Elasticsearch Utilities API Documentation¶
The elasticsearch_utils module provides utilities for interacting with Elasticsearch, including query building, data processing, and index management.
Overview¶
This module includes:
- Query building functions for different search types
- Data processing utilities for results
- Batch loading utilities
- Elasticsearch index wrapper class
- Integration with pandas DataFrames
Query Building Functions¶
build_field_query_dict()¶
def build_field_query_dict(
fields: Union[str, List[str]],
text: str,
operator: Optional[str] = None
) -> Dict[str, Any]
Build an elasticsearch field query to find text in specified field(s).
Parameters:
- fields (Union[str, List[str]]): The field or fields to query
- text (str): The text to find
- operator (Optional[str], default=None): The operator to use (e.g., "AND", "OR")
Returns: Dict representing the Elasticsearch query
Example:
from dataknobs_utils import elasticsearch_utils
# Single field query
query = elasticsearch_utils.build_field_query_dict("title", "python programming")
# Returns: {"query": {"match": {"title": {"query": "python programming"}}}}
# Multi-field query
query = elasticsearch_utils.build_field_query_dict(
["title", "content"],
"machine learning"
)
# Returns multi_match query
# Query with operator
query = elasticsearch_utils.build_field_query_dict(
"description",
"data science",
operator="AND"
)
build_phrase_query_dict()¶
Build an elasticsearch phrase query to find exact phrases in a field.
Parameters:
- field (str): The field to query
- phrase (str): The phrase to find
- slop (int, default=0): The slop factor for phrase matching
Returns: Dict representing the phrase query
Example:
# Exact phrase query
query = elasticsearch_utils.build_phrase_query_dict(
"content",
"artificial intelligence"
)
# Phrase query with slop (allows words to be reordered)

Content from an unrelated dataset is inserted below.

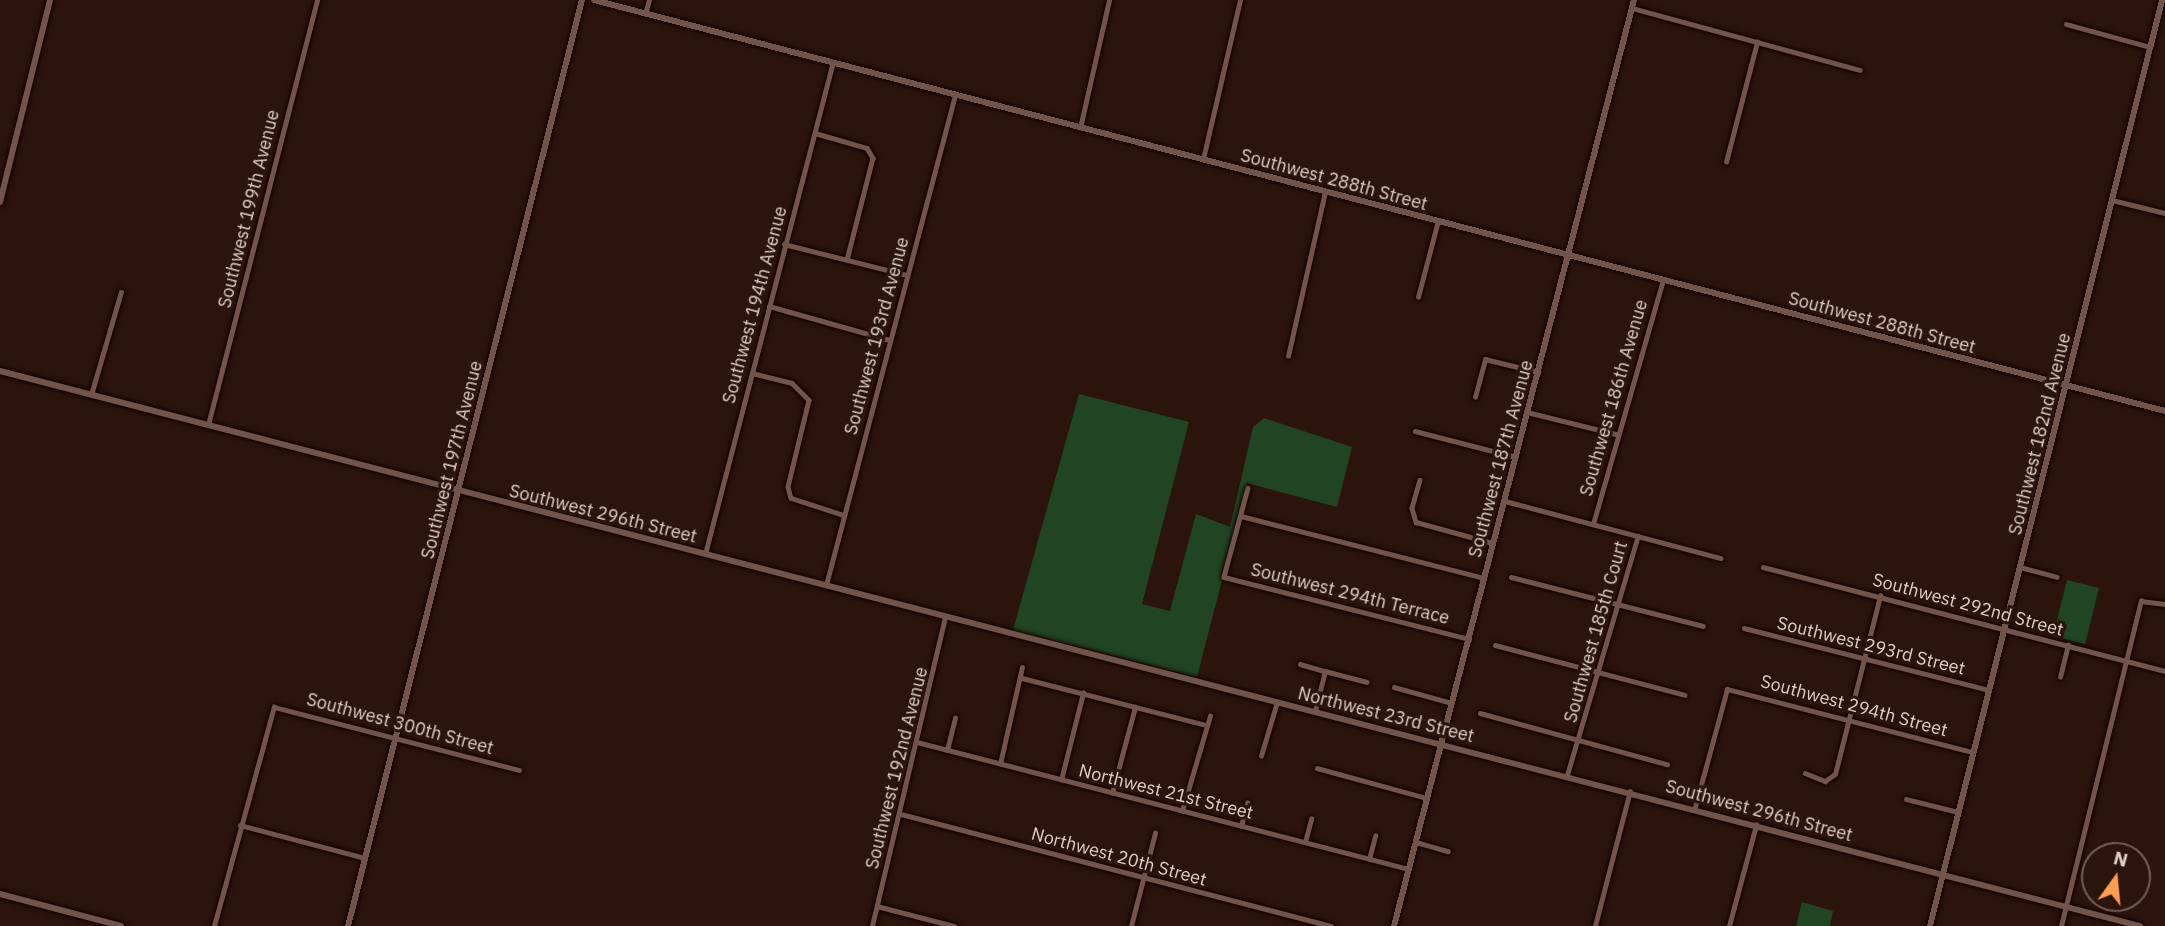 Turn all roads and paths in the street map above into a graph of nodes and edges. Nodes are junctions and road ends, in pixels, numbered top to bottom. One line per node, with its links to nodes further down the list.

query = elasticsearch_utils.build_phrase_query_dict(
"title",
"machine learning algorithms",
slop=2
)
Result Processing Functions¶
build_hits_dataframe()¶
Build a pandas DataFrame from elasticsearch query result hits.
Parameters:
- query_result (Dict[str, Any]): The elasticsearch query result
Returns: DataFrame containing the hits, or None if no hits
Example:
import pandas as pd
from dataknobs_utils import elasticsearch_utils
# Process search results
query_result = {
"hits": {
"hits": [
{"_source": {"title": "Doc 1", "content": "Content 1"}},
{"_source": {"title": "Doc 2", "content": "Content 2"}}
]
}
}
df = elasticsearch_utils.build_hits_dataframe(query_result)
print(df.head())
decode_results()¶
Decode elasticsearch query results into DataFrames.
Parameters:
- query_result (Dict[str, Any]): The elasticsearch query result
Returns: Dict with "hits_df" and/or "aggs_df" DataFrames
Example:
result = elasticsearch_utils.decode_results(query_result)
if "hits_df" in result:
hits_df = result["hits_df"]
print(f"Found {len(hits_df)} documents")
Batch Loading Functions¶
add_batch_data()¶
def add_batch_data(
batchfile: TextIO,
record_generator: Any,
idx_name: str,
source_id_fieldname: str = "id",
cur_id: int = 1,
) -> int
Add source records to a batch file for Elasticsearch bulk loading.
Parameters:
- batchfile (TextIO): File handle for batch data output
- record_generator (Any): Generator yielding record dictionaries
- idx_name (str): Name of the Elasticsearch index
- source_id_fieldname (str, default="id"): Field name for record ID in source
- cur_id (int, default=1): Starting ID for records
Returns: Next available ID after processing all records
Example:
def data_generator():
yield {"title": "Document 1", "content": "Content 1"}
yield {"title": "Document 2", "content": "Content 2"}
with open("batch_data.jsonl", "w") as f:
next_id = elasticsearch_utils.add_batch_data(
f, data_generator(), "documents", "doc_id", 1
)
print(f"Next available ID: {next_id}")
batchfile_record_generator()¶
Generate records from an Elasticsearch batch file.
Parameters:
- batchfile_path (str): Path to the batch file
Yields: Each record dictionary
Example:
# Read records from batch file
for record in elasticsearch_utils.batchfile_record_generator("batch_data.jsonl"):
print(f"Record: {record['title']}")
collect_batchfile_values()¶
def collect_batchfile_values(
batchfile_path: str,
fieldname: str,
default_value: Any = ""
) -> List[Any]
Collect all values for a specific field from a batch file.
Parameters:
- batchfile_path (str): Path to the batch file
- fieldname (str): Name of the field to collect
- default_value (Any, default=""): Default value if field doesn't exist
Returns: List of collected values
Example:
# Collect all titles
titles = elasticsearch_utils.collect_batchfile_values("batch_data.jsonl", "title")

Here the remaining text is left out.